Abner Drab, the youngest recruit in the Pony Express, joined up just three short months ago, read the dispatch posted on the horse barn, and did a swift aboutface. “T’ain’t right!” he shouted to the bleak morning air, and the bleak faces of the men milling about – the now jobless men milling about, whose bleak faces were their only resume, that and their willingness to ride fast, and hard, into the gritty west. They were the raunchiest, most radical riders these dehydrated gulches, sidewinder-stuffed and sun cracked plateaus had ever produced. They’d been nourished on hard tack and tobacco since the first days of the miserable Pony Express; their hands were cracked from the desert frost, and the hard leather of their reins; and they had, to the last brutal, ugly one of them, been beaten, without even a broken-knuckled fist being thrown. Beaten by the future, electricity, and that damn telegram.

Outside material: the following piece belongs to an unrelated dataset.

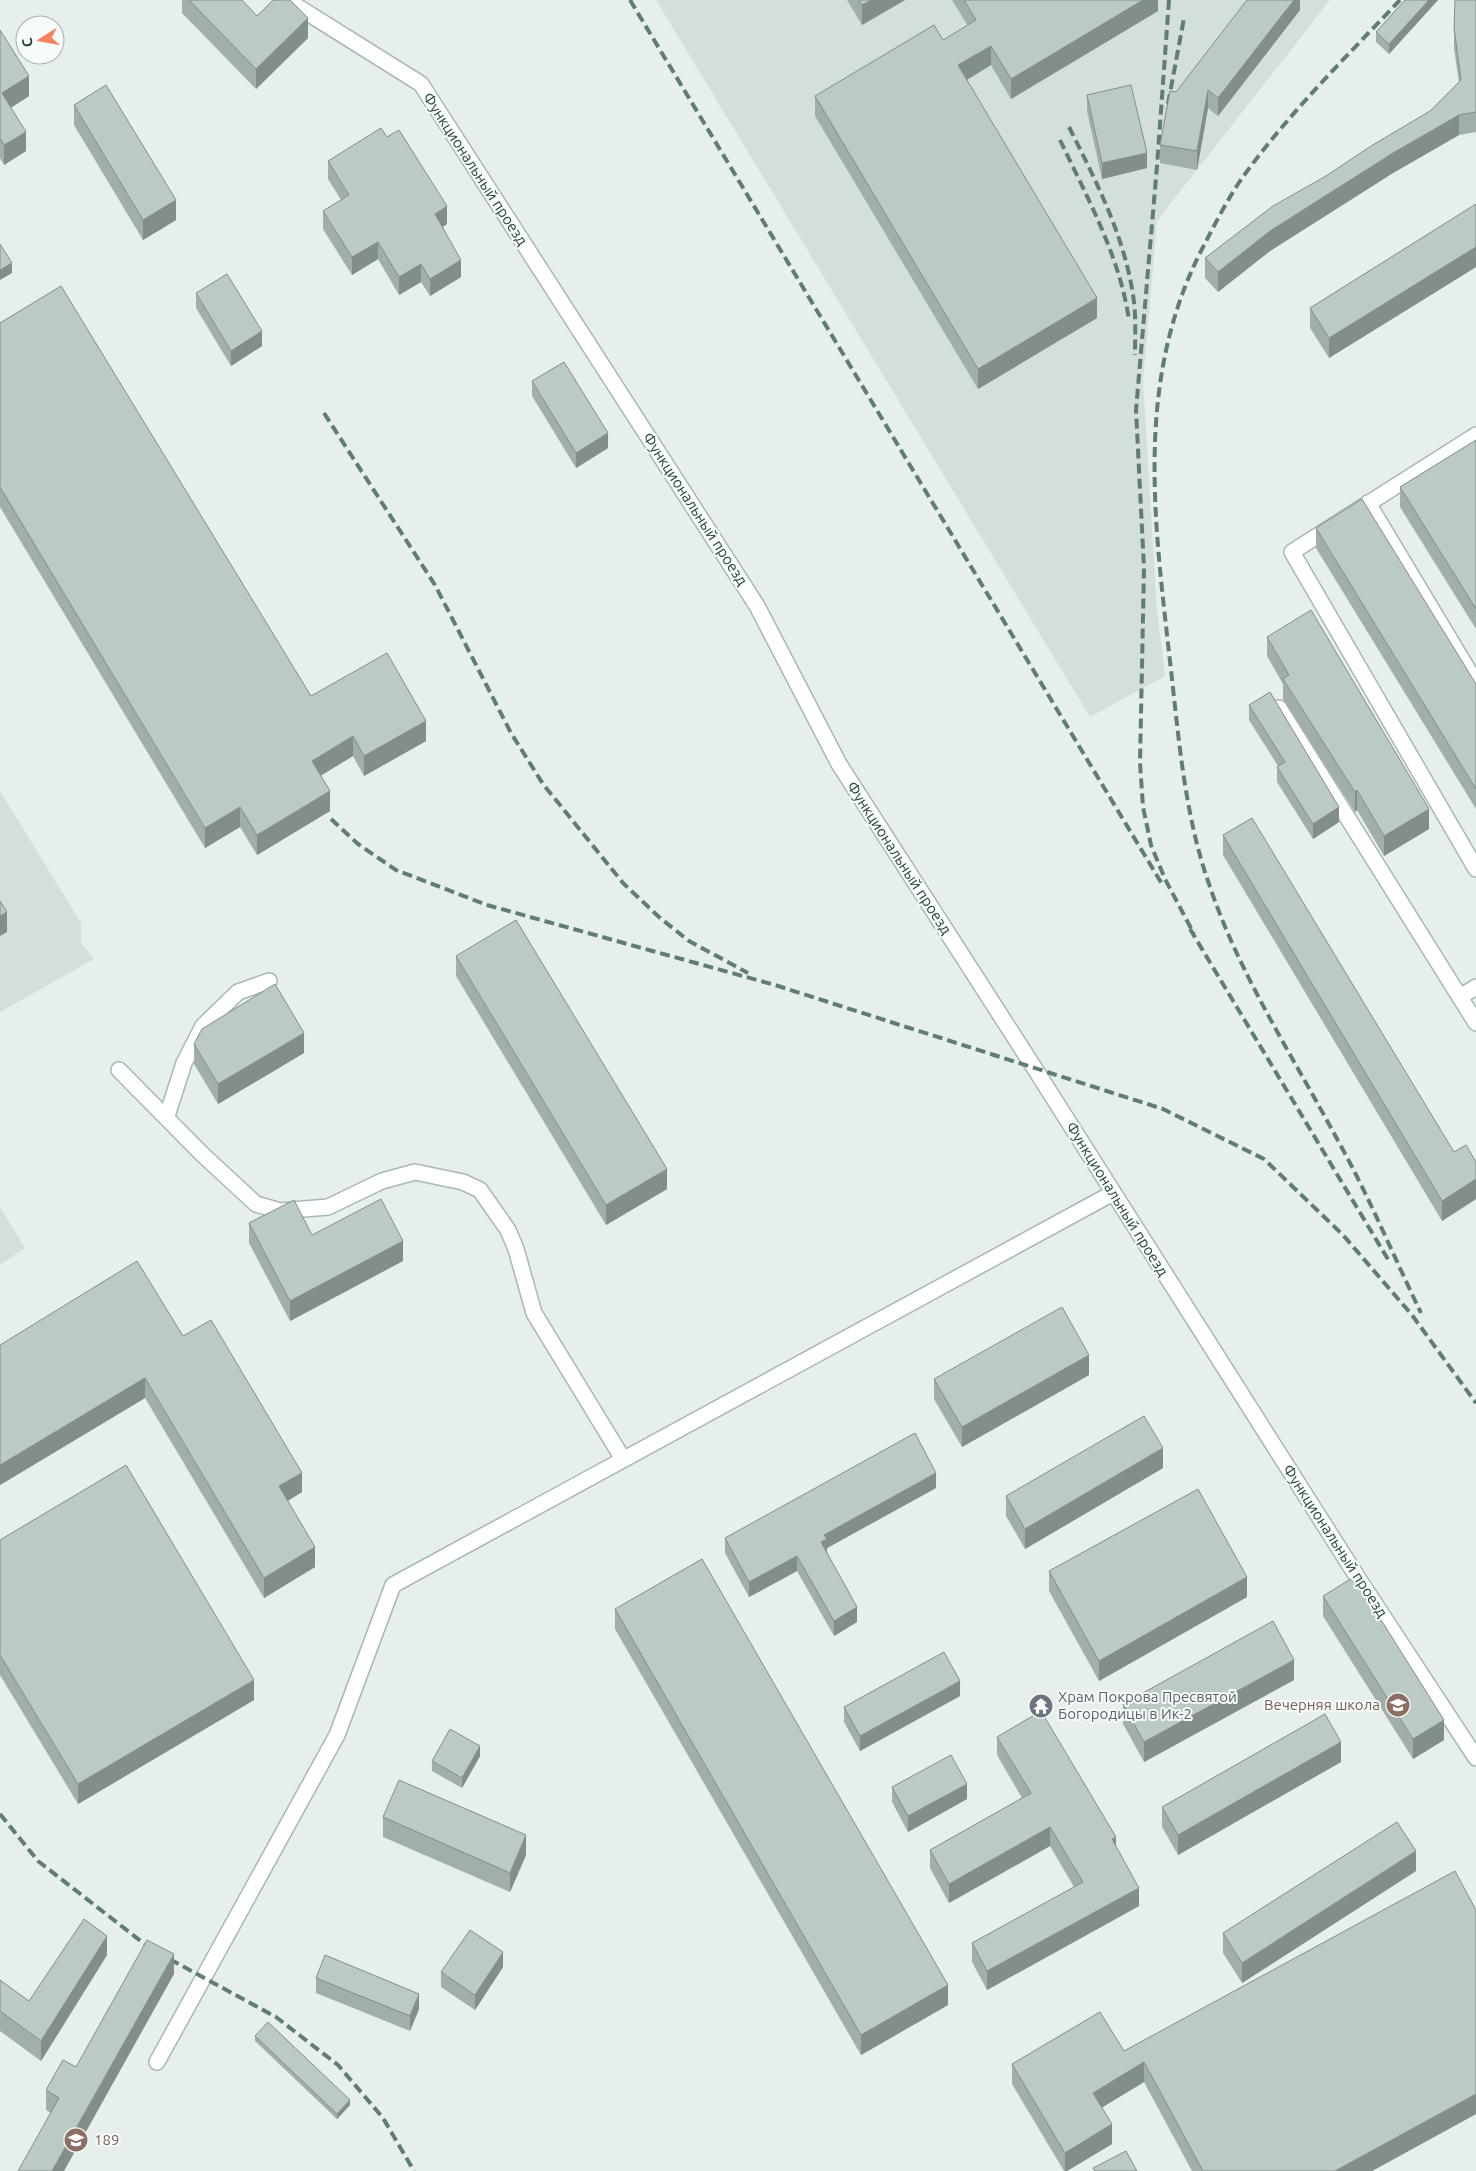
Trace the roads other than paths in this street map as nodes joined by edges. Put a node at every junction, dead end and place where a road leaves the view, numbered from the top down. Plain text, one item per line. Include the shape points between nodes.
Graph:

Not one of these men argued with young Abner Drab. Neither did they offer another rousing cry. They shuffled off, in search of bad saloons to get drunk in, or rodeos without too many rules.
Abner Drab watched the old men go. He kicked the sand seared edge of the old horse barn impotently. If this was the price of progress he was sick of progress. The future held nothing but wiles and quicker mail. It was all hands-free. So Abner Drab decided to use his two hands to do something about it.
It was the greatest bank robbery ever pulled by a man on a pony.